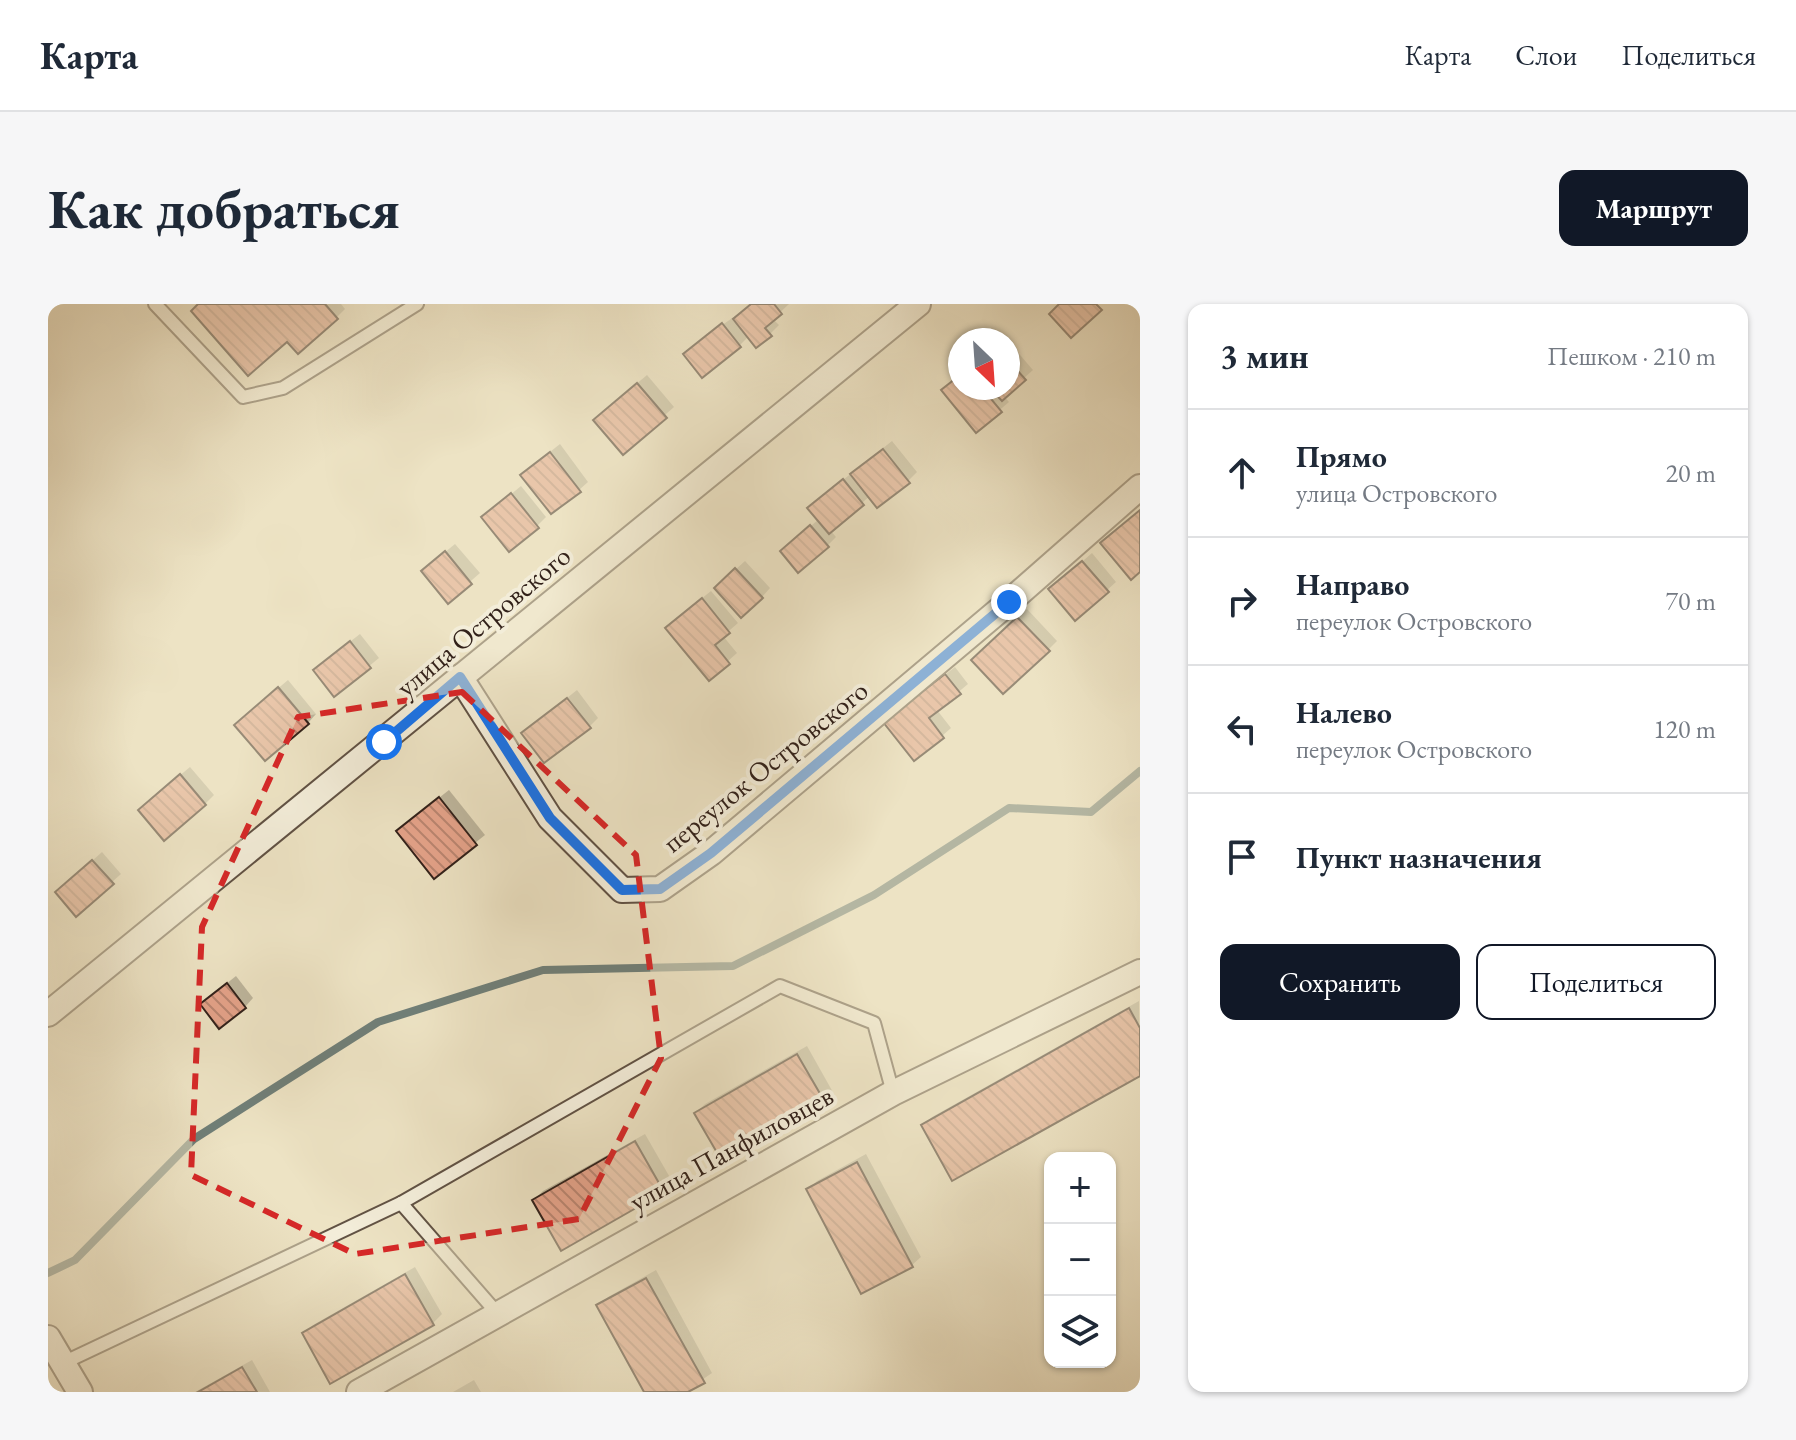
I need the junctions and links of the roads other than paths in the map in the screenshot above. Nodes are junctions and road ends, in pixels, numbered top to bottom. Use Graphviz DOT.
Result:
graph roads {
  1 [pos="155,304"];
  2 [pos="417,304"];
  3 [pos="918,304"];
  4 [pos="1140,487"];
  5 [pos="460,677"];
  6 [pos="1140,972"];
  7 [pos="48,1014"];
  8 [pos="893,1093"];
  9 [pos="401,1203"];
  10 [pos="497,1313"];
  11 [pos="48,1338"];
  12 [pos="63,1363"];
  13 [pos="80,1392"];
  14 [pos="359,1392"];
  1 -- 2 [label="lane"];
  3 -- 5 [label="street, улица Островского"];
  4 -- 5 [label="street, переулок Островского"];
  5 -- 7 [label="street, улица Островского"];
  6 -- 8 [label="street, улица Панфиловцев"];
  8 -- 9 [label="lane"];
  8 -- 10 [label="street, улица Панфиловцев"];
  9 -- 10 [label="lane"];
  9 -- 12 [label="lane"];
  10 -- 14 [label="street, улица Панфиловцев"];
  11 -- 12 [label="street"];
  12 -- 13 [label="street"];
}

·····

Directions for this task:
Word for word, give the listing above again, but drop any pictures.

Response:
I need the junctions and links of the roads other than paths in the map in the screenshot above. Nodes are junctions and road ends, in pixels, numbered top to bottom. Use Graphviz DOT.
Result:
graph roads {
  1 [pos="155,304"];
  2 [pos="417,304"];
  3 [pos="918,304"];
  4 [pos="1140,487"];
  5 [pos="460,677"];
  6 [pos="1140,972"];
  7 [pos="48,1014"];
  8 [pos="893,1093"];
  9 [pos="401,1203"];
  10 [pos="497,1313"];
  11 [pos="48,1338"];
  12 [pos="63,1363"];
  13 [pos="80,1392"];
  14 [pos="359,1392"];
  1 -- 2 [label="lane"];
  3 -- 5 [label="street, улица Островского"];
  4 -- 5 [label="street, переулок Островского"];
  5 -- 7 [label="street, улица Островского"];
  6 -- 8 [label="street, улица Панфиловцев"];
  8 -- 9 [label="lane"];
  8 -- 10 [label="street, улица Панфиловцев"];
  9 -- 10 [label="lane"];
  9 -- 12 [label="lane"];
  10 -- 14 [label="street, улица Панфиловцев"];
  11 -- 12 [label="street"];
  12 -- 13 [label="street"];
}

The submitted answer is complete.